On a recent Wednesday, Tartakovsky lifted the corrugated lid of a hatch in the floor of a janitor’s closet deep in the bowels of a luxury tower in San Francisco’s SoMa neighborhood. Below bubbled an 8,000-gallon tank full of water from showers, laundry machines and dishwashers from the 40 floors of residential units above. The slightly acrid-smelling liquid, known as greywater, was awaiting its journey through a membrane bioreactor, which uses microorganisms to chew through organic solids, then forces the liquid through an ultrafiltration membrane and disinfects it with ultraviolet light and chlorine. The result is clear, clean, odor-free water that’s safe to use in toilets and irrigation. (Technically, Tartakovsky says, it would even be fine to drink, but more on that later.)

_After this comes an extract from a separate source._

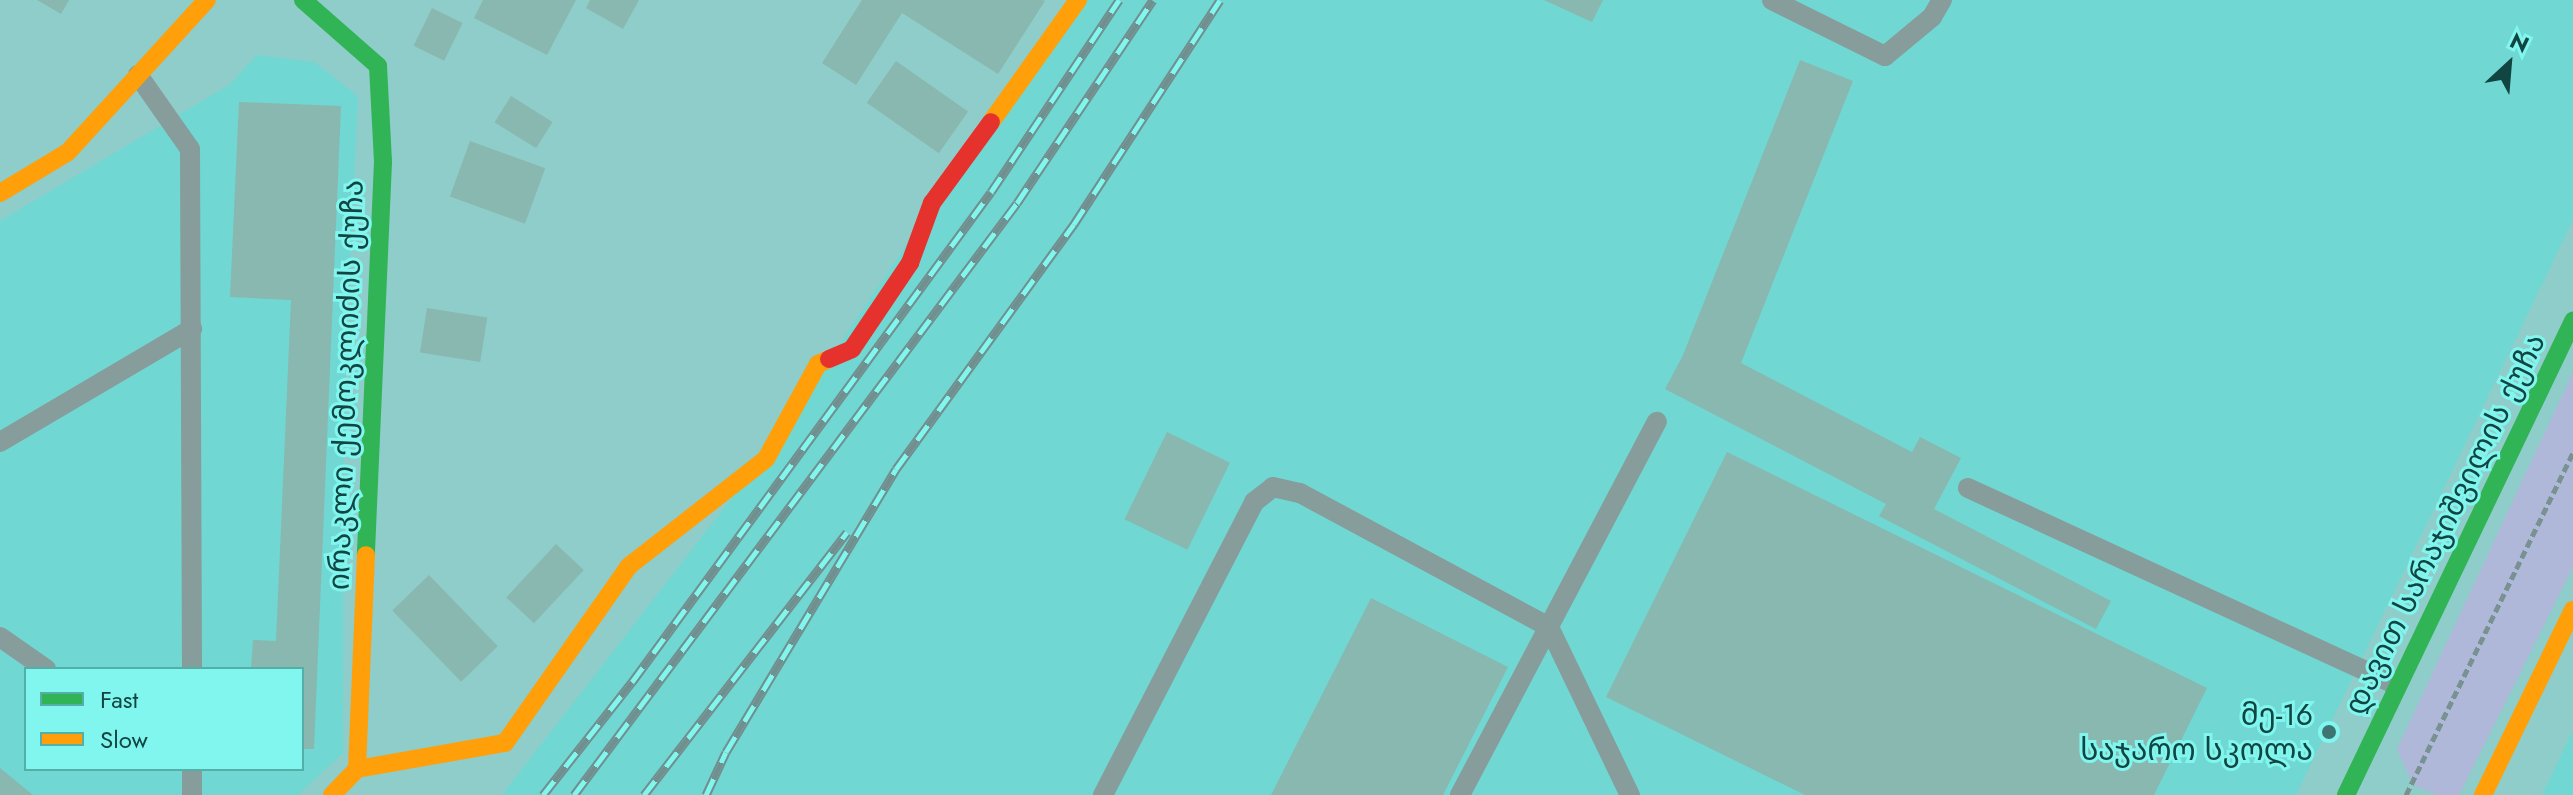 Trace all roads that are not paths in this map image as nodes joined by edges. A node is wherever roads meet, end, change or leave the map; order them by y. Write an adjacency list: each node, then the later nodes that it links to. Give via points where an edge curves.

Utilities and some buildings have been recycling wastewater for decades, in some cases for potable uses. Epic Cleantec is trying to get more developers and building owners to recycle by combining existing technology with an easy user experience. Its main product, the OneWater, looks like a giant commercial refrigerator with a touchpad screen. Tartakovsky calls it the “iPod of water reuse systems.”
The building in SoMa, which uses a precursor to the OneWater, saves about 2.5 million gallons of water per year that would otherwise have to be purchased.
In 2015, San Francisco passed an ordinance requiring new buildings larger than 250,000 square feet to have on-site, nonpotable water recycling. The mandate was expanded to buildings bigger than 100,000 square feet in 2021. Today, at least 66 of these decentralized systems have permits or are under development across the city.
Epic Cleantec, one of a handful of businesses in the market, is looking to expand to other cities and to persuade other places to write codes similar to San Francisco’s. Since 2016, California, Colorado, Hawaii, Minnesota and Washington have adopted policies to encourage hyperlocal reuse, though none have legislation as extensive as that in San Francisco.
The most logical targets for these startups are developers of new construction. Tartakovsky says it’s also possible to retrofit existing buildings. Another logical expansion of the process is to start recycling water for people to actually drink, but that would come with added regulatory hurdles and could make residents or office workers uneasy. For now, it’s much more cost-effective to source drinking water from centralized systems. And Tartakovsky says he sees the on-site approach taking off for all types of uses: “The train has left the station.” Laura Bliss
Kotchakorn Voraakhom is the founder and CEO of Landprocess, a landscape architecture company in Bangkok whose designs incorporate nature-inspired parks and gardens that absorb and direct rain. As flood-prone coastal nations such as her native Thailand peer into a much wetter future, Voraakhom says softer, more porous materials are needed in addition to concrete dams and channels.
One of your signature projects is Chulalongkorn University Centenary Park in Bangkok, a project completed in 2017. The garden is tilted 3 degrees, sending water into a retention pond where visitors can aerate the water riding stationary bicycles. Where did the idea come from?
It’s a concept, known as the monkey’s cheek, from the previous king, Bhumibol Adulyadej. Monkeys store their food within their cheeks. We can mimic nature to store the water as the monkey stores food, finding pockets of water to hold and release when it’s needed. In such a swampy, wetland city like Bangkok, you let the water be part of the design.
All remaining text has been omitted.